US diplomacy is still unable to reach an agreement with the Russians on this thorny and complex issue. Negotiations between Washington and Moscow have not stopped over the past seven months from the Trump administration without any actual agreement on the ground.

 There are fragile understandings in the halls of undeclared diplomacy between Washington and Moscow, but the situation on the ground is moving in a different direction, as it is heading towards further escalation under the unprecedented Iranian mobilization, along with the introduction of Tehran and its allies new forces and weapons of high quality not used before, and the willingness of various parties to the stage Of the conflict following the expected fall of  «Daesh» East Euphrates.

 

Washington's attempts to reach a cooperative relationship with Moscow are facing major obstacles in the American arena, on the one hand, and field difficulties on the other, and I think it is too early for Trump to talk about a real achievement in cooperation with the Russians in the Syrian file.
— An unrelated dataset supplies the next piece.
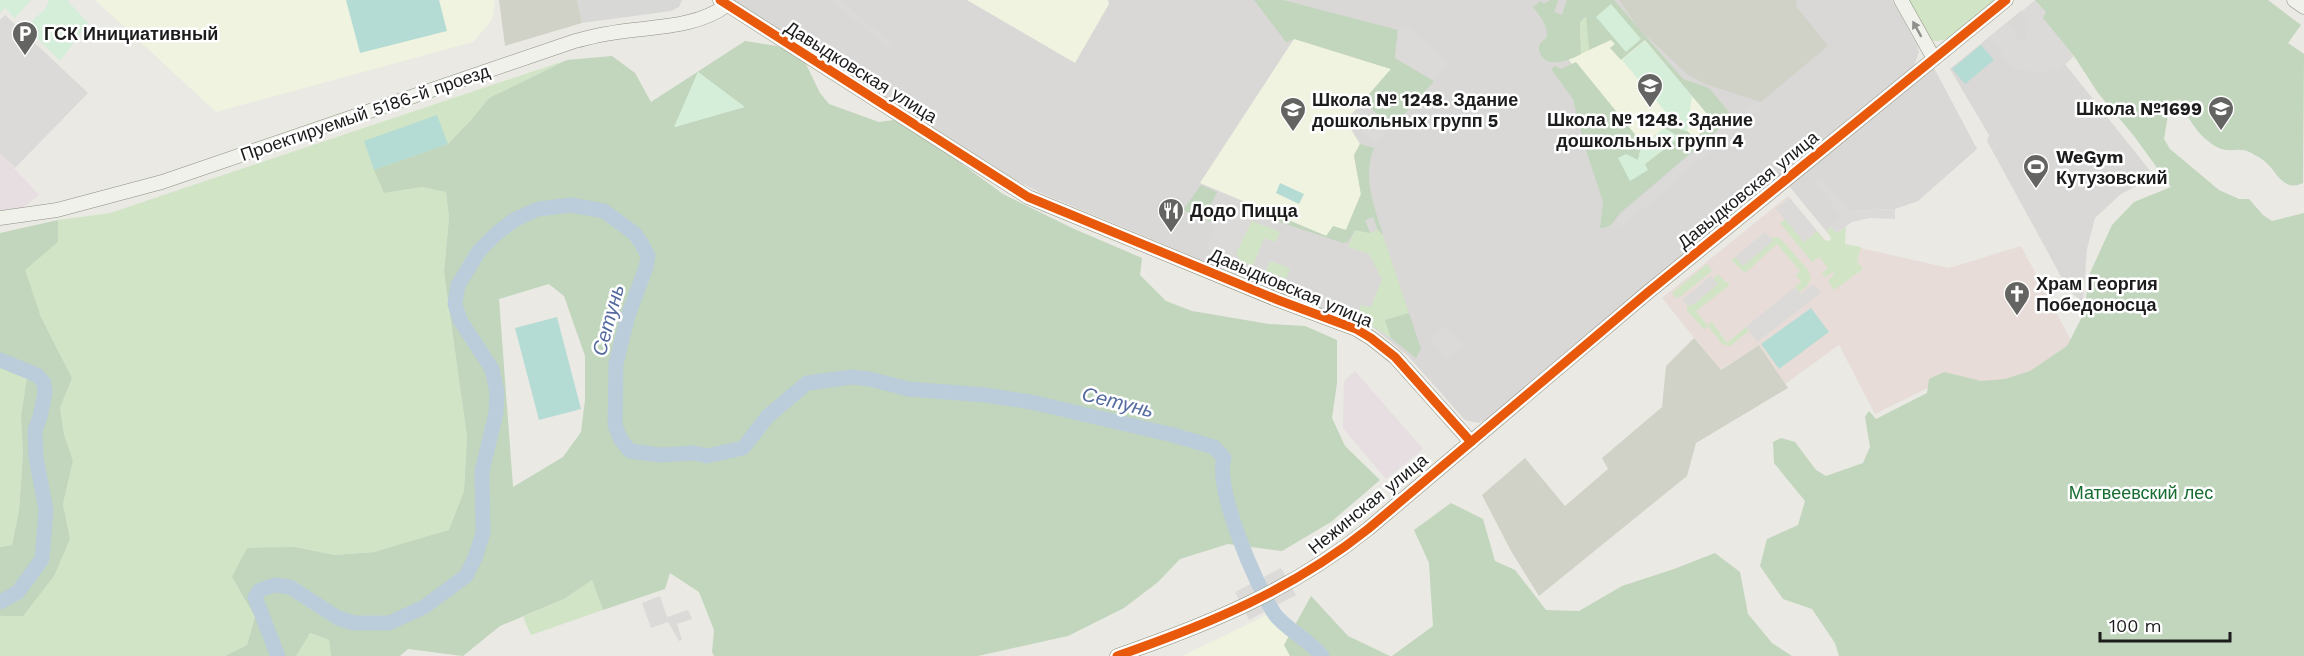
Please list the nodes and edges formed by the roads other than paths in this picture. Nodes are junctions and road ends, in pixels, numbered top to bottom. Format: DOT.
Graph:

Do you see any progress in the Geneva talks? Is there any disappointment from all the key countries that are approaching Putin? Is it true that you came close to direct negotiations with the regime ?

 

The Geneva talks are still far from achieving any significant progress. UN mediation has been stalled by the regime's refusal to cooperate with it, its continued violation of international law, its refusal to implement UN resolutions on Syria, and its continued efforts to thwart UN envoy efforts.

 With the continued Russian and Iranian support for the regime and the weak positions of the "Friends of Syria" group, Mr. de Mistura is betting on understandings between the powers to find a formula that can be imposed on the ground. However, this assumption has not proved very successful during the past seven sessions.

 In our diplomatic efforts, we are trying to remind the friendly countries that all the attempts that have been made to approach Moscow have not succeeded in resolving the outstanding issues so far. There is no hope of reaching an agreement in light of the growing military escalation of Iran and its militias.

 The Syrian people are fed up with the repetition of the Geneva meetings and their coinciding with aerial bombardments and military escalation. I believe that the UN mediation is in need of new data commensurate with the depth of regional and international transformations, and focus on alleviating the suffering of the Syrians.

As for the direct negotiations with the regime, we have made many calls for it, recognizing that the regime is draining international diplomacy by wasting time and sabotaging the talks. We do not share with some international officials the optimism that a breakthrough in the behavior of the barbaric regime can be achieved, especially in the light of  the presence of  sectarian militias and the lack of international seriousness in stopping the violations committed against the Syrian people.

 

How do you view the administration of Raqqa after the output of «da'ash»? Do you think that their delivery will be to the regime if the forces remain inclined to Russia's position?

Al-Raqqa`s equation differs from other areas of conflict in Syria, as a result of ethnic interference and regional interactions, and the intersection with the Persian expansion project.

 

The US administration mixes its policy of deterrence and undeclared diplomacy, and is not prepared to wage a full-fledged battle at the moment, while Iran and its affiliates are trying to take control of the largest possible area in the face of American hesitation and ethnic tensions in the region.

 In contrast to the ambitions of the Persian expansion, Ankara is moving in accordance with different understandings with Moscow, while some Kurdish separatist forces are based on American support for a foothold in the east of the Euphrates.

 

I do not think that things will settle in the foreseeable future of any of the conflicting groups, especially that the regime has failed to achieve any military progress or maintain the areas received by its allies, and does not appear that any of the parties is currently able to resolve matters to his advantage, especially that Most of the actors ignore the demographic specificity of the governorates of Raqqa and Deir al-Zour.